We would like to thank Tadesse Haileyesus, MS, for his guidance with the National Electronic Injury Surveillance System-All Injury Program data and Marissa Esser, PhD, MPH, for her thoughtful reviews of the manuscript.

Funding source

No outside funding was used to support this work.

Appendix A. Codebook for NEISS-AIP narratives

Alcohol use (2 options):

  • Indication of alcohol use: if narrative includes terms such as alcohol, drinking, blood alcohol concentration or BAC, ethanol or ETOH, intoxication, alcohol on breath or AOB, binge, or any type of alcoholic beverages.

  • No indication of alcohol use: if narrative does not include any terms that could associate with alcohol consumption (examples above).

Residential status (3 options):

  • Community: if narrative does not specifically mention nursing home or prison. Code adult day care, senior center, and if visiting family member in a nursing home as community.

  • Residential facility: if narrative includes nursing home, skilled nursing facility, extended care facility, long-term care, assisted living, hospice, rehab, detox, Alzheimer’s unit, convalescent home, and group home.

  • Prison: if narrative includes jail, prison, or corrections facility.

Primary body part injured (8 options):

  • Head: if narrative includes head, skull, occipital or scalp for body part injured, or specifies concussion, cerebral injury, closed head injury, subdural hematoma, or intracranial or subarachnoid hemorrhage.

  • Face: if narrative includes other parts of the head and face including eye, ear, face, nose, teeth, mouth, chin.

  • Upper extremity: if narrative includes shoulder, rotator cuff injury, clavicle injury, upper arm, lower arm, elbow, wrist, hand, fingers.

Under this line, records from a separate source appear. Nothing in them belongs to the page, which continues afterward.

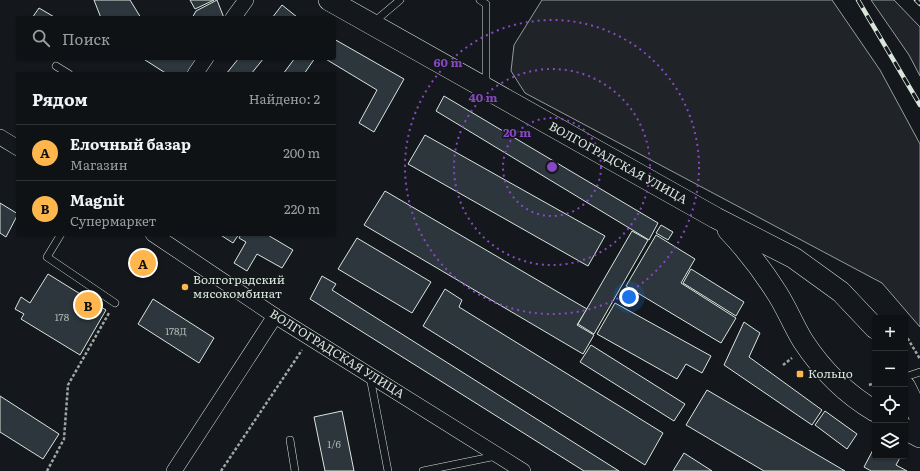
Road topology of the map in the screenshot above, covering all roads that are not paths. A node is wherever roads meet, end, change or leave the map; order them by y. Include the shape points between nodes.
1 (246, 0) edge
2 (330, 0) edge
3 (400, 0) edge
4 (480, 0) edge
5 (234, 16) edge
6 (371, 25) junction
7 (205, 60) edge
8 (56, 66) dead end
9 (66, 72) edge
10 (196, 72) edge
11 (486, 89) junction
12 (0, 137) edge
13 (16, 147) edge
14 (716, 218) junction
15 (60, 236) edge
16 (156, 236) edge
17 (115, 303) road end
18 (275, 316) junction
19 (872, 325) edge
20 (920, 372) edge
21 (369, 374) junction
22 (908, 376) edge
23 (908, 393) edge
24 (865, 398) edge
25 (872, 407) edge
26 (920, 417) edge
27 (908, 431) edge
28 (920, 437) edge
29 (290, 440) dead end
30 (499, 456) junction
31 (520, 470) edge
32 (174, 471) edge
33 (295, 471) edge
34 (388, 471) edge
35 (423, 471) edge

1 - 5 street
2 - 6 main road, ВОЛГОГРАДСКАЯ УЛИЦА
3 - 6 lane
4 - 11 lane via 486,4
6 - 11 main road, ВОЛГОГРАДСКАЯ УЛИЦА
7 - 10 street
8 - 9 lane
11 - 14 main road, ВОЛГОГРАДСКАЯ УЛИЦА
12 - 13 street
14 - 19 main road, ВОЛГОГРАДСКАЯ УЛИЦА via 794,258 841,292
14 - 24 main road via 750,252 815,358 833,379
15 - 17 lane via 47,257
16 - 18 street, ВОЛГОГРАДСКАЯ УЛИЦА
18 - 21 street, ВОЛГОГРАДСКАЯ УЛИЦА
18 - 32 street
20 - 22 lane
21 - 30 street, ВОЛГОГРАДСКАЯ УЛИЦА
21 - 34 lane
23 - 26 main road
24 - 25 main road
27 - 28 main road
29 - 33 lane
30 - 31 street, ВОЛГОГРАДСКАЯ УЛИЦА
30 - 35 lane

  • Lower extremity: if narrative includes injury to upper leg, thigh, knee, lower leg, ankle, foot, toes.

  • Upper trunk: if narrative includes abdomen, chest, trunk, lower trunk with no specific mention of hip/pelvis/back.

  • Hip and pelvis: if narrative specifies hip injury, femoral neck injury, injury to pelvis, pubic region, urogenital injuries, buttocks, ischium, sacrum, or coccyx.

  • Back and spine: if narrative includes back, lower back, neck (cervical spine), and spinal injuries including thoracic, lumbar, spinal cord injuries or vertebral column injuries.

  • Unknown: for narratives that do not sufficiently describe body part injured or in cases of multiple injury sites when unable to identify which is most severe.

    Note: For narratives that contain multiple injury sites, we coded for the most severe injury type.

  • If the narrative contained both rib fracture and spine fracture, spine fracture was considered most severe.

  • If the narrative contained both hip and spine fractures, spine fracture was considered most severe.

  • If the injury reported included a complex fracture to a body part and a simple fracture to another body part, the complex fracture location was considered most severe.

Footnotes

The Journal of Safety Research has partnered with the Office of the Associate Director for Science, Division of Injury Prevention, National Center for Injury Prevention and Control at the CDC in Atlanta, Georgia, USA, to briefly report on some of the latest findings in the research community. This report is the 62nd in a series of “From the CDC” articles on injury prevention.

Declaration of interest

None.

Publisher's Disclaimer: Disclaimer

The findings and conclusions in this report are those of the authors and do not necessarily represent the official position of the Centers for Disease Control and Prevention.